Seaport Entertainment Group Inc. (SEG) is a recently spun-off, publicly traded owner-operator of experiential mixed‑use entertainment real estate with operations concentrated in two high‑barrier markets: the Seaport neighborhood in Lower Manhattan and Las Vegas. Its business is organized into Landlord Operations (retail/office/ground leases including ~490k rentable sq ft, ~64% leased / 61% occupied as of Dec 31, 2024), Hospitality (owned and JV restaurants and bars, including a 25% stake in Jean‑Georges Restaurants and the Tin Building), and Sponsorships, Events & Entertainment (The Rooftop at Pier 17 concerts, the Las Vegas Aviators and Las Vegas Ballpark). Revenue is monetized through leases, F&B operations, ticket sales/concessions (Pier 17 sold ~180k concert tickets in 2024 generating ~$12M), sponsorships and special events; the company emphasizes an asset‑plus‑operations “flywheel” to drive foot traffic and cross‑sell revenue.
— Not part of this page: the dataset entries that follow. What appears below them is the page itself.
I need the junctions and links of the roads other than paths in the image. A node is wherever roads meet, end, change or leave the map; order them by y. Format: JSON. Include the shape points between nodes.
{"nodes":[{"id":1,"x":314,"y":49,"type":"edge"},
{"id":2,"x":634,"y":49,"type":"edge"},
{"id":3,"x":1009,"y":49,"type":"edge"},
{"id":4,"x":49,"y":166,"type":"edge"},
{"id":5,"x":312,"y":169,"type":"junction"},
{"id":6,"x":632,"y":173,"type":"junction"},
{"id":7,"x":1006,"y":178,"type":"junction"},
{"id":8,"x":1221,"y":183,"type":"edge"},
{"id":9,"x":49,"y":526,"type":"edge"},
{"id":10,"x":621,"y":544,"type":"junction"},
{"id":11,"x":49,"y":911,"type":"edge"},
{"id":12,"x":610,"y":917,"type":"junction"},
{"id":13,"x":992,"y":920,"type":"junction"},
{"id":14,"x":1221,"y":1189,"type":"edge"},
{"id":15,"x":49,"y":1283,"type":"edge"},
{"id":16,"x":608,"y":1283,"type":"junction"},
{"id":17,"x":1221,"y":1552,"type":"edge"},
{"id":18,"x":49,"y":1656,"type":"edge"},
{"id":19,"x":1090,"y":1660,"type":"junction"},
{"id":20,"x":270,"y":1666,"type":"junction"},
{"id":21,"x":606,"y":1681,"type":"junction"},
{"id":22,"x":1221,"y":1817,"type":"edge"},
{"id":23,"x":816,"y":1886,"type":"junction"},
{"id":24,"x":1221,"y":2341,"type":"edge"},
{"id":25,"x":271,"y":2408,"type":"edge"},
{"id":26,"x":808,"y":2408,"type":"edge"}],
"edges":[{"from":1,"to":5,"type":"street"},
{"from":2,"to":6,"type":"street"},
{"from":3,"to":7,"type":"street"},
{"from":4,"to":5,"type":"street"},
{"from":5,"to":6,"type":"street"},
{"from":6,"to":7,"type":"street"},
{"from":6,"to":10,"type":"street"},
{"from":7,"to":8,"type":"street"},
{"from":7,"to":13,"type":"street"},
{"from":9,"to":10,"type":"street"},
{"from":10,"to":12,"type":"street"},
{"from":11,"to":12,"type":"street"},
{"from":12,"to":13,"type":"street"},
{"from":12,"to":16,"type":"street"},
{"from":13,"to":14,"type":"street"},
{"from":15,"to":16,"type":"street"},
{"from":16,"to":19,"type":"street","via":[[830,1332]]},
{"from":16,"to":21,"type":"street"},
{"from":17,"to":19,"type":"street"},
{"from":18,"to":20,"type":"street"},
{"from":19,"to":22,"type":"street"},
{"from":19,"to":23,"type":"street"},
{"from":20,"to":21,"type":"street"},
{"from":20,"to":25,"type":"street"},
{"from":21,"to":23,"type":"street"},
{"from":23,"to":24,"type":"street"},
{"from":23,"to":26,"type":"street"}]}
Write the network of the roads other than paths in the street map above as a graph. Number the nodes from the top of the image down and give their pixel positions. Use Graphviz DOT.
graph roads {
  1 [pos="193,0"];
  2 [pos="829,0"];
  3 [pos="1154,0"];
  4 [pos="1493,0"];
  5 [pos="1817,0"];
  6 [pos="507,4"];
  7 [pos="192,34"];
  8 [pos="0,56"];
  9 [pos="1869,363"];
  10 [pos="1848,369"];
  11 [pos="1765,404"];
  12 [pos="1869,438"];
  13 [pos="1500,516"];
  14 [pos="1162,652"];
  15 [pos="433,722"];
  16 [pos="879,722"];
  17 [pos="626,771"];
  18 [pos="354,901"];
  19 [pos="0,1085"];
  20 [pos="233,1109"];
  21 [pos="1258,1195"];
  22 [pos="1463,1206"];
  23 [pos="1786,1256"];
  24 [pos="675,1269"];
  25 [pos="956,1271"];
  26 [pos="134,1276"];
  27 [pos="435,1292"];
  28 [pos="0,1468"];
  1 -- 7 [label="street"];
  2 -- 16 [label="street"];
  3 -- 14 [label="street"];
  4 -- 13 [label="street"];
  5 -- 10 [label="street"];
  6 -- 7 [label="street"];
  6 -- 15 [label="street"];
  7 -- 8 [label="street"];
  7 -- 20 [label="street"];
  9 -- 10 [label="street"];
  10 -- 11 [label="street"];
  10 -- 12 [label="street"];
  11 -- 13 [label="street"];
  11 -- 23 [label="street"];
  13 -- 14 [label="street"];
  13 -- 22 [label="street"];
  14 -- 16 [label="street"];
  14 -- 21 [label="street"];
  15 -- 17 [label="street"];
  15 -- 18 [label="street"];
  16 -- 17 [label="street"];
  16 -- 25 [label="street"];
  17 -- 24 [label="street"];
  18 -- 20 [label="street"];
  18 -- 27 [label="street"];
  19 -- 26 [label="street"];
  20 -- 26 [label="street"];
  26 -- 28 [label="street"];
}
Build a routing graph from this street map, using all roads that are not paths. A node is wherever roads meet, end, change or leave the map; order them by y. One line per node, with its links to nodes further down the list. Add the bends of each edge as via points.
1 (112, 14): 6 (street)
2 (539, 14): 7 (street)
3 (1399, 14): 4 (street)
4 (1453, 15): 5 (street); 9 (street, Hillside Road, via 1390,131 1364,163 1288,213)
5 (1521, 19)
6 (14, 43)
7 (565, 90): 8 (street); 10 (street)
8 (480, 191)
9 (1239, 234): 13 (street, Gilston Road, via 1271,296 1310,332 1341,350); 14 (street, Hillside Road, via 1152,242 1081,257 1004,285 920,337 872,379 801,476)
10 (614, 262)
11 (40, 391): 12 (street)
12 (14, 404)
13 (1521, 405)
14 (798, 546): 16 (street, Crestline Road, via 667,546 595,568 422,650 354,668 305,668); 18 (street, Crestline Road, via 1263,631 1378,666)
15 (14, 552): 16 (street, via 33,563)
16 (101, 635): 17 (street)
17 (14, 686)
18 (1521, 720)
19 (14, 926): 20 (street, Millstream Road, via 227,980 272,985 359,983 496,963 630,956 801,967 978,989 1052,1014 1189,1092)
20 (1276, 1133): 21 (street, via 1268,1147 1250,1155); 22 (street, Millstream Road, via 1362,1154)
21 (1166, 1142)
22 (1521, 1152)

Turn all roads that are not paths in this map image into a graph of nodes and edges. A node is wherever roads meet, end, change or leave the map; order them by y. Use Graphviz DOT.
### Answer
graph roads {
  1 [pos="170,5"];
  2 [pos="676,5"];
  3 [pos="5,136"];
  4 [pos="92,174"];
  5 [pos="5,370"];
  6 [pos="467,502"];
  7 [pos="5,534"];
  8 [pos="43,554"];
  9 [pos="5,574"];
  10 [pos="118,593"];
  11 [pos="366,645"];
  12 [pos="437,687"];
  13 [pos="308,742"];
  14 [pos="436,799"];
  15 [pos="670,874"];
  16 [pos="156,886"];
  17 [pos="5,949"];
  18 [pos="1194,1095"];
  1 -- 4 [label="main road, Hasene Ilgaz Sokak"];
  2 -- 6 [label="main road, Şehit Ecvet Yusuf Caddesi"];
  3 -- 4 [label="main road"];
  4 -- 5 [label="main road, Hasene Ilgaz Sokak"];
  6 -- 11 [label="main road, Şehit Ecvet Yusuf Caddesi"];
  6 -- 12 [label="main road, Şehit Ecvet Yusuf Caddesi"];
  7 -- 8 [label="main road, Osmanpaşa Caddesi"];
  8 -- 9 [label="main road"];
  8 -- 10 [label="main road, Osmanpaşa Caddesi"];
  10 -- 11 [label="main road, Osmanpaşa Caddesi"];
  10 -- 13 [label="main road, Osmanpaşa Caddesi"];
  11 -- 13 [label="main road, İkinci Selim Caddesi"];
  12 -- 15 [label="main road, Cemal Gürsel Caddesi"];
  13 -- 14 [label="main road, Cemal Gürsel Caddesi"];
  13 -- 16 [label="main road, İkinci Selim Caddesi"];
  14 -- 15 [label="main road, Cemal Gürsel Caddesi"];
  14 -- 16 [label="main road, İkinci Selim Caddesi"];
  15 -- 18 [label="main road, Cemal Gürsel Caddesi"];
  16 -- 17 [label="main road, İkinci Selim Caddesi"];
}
Compensation at SEG is likely to emphasize metrics that reflect both real estate and live‑entertainment performance: Rental revenue/NOI and occupancy, Hospitality F&B revenue and margins, Sponsorships and ticket sales (attendance and gross ticket/concession sales), Adjusted EBITDA and FFO/AFFO where applicable, and development/leasing milestones (e.g., 250 Water Street, Fashion Show air rights). As a newly independent public company, management pay programs commonly include a mix of base salary, annual cash incentives tied to short‑term operating goals (seasonal revenue, EBITDA, leasing targets), and long‑term equity awards (time‑vested RSUs, performance shares or option grants) intended to align executives with NAV/total shareholder return and successful project delivery; special retention or one‑time equity awards are also typical post‑spin to retain key talent. The internalization of F&B and consolidation of the Tin Building change the baseline for future incentive calculations (more revenue and cost run‑throughs), while separation costs, increased G&A and sensitivity to impairments mean compensation committees will likely include clawback/forfeiture provisions and careful performance metric calibration to avoid rewarding one‑time accounting gains. Capital‑market access and debt cost/coverage (mortgage refinancing margins, liquidity from the October 2024 rights offering) are strategic levers that could be tied to long‑term incentives given the company’s development funding needs.
Insider trading patterns at SEG may cluster around seasonal and event-driven revenue peaks (May–Sept for Seaport concerts; Apr–Sept for baseball), large leasing or tenant announcements (e.g., Meow Wolf lease), development approvals/funding milestones, JV consolidations (Tin Building/Jean‑Georges), and debt refinancing or rights offerings that materially change capital structure. Material non‑public information for insiders includes advance knowledge of ticket sales/attendance trends, major tenant deals or terminations, execution or delays on development projects, impairment calculations, and changes in mortgage margins—any of which could move the stock. Given the recent spin‑off from Howard Hughes Holdings, watch for initial lock‑up expirations, related‑party transfer restrictions, and heightened reporting activity (Form 4s) as insiders monetize holdings; the company will also use standard blackout periods around quarter-ends and likely encourage or require 10b5‑1 plans to manage trading. Finally, regulatory and market sensitivity in the Real Estate / Entertainment niche (seasonality, weather risk, tenant credit, and capital access) increases the importance of formal insider‑trading controls and transparent disclosure practices.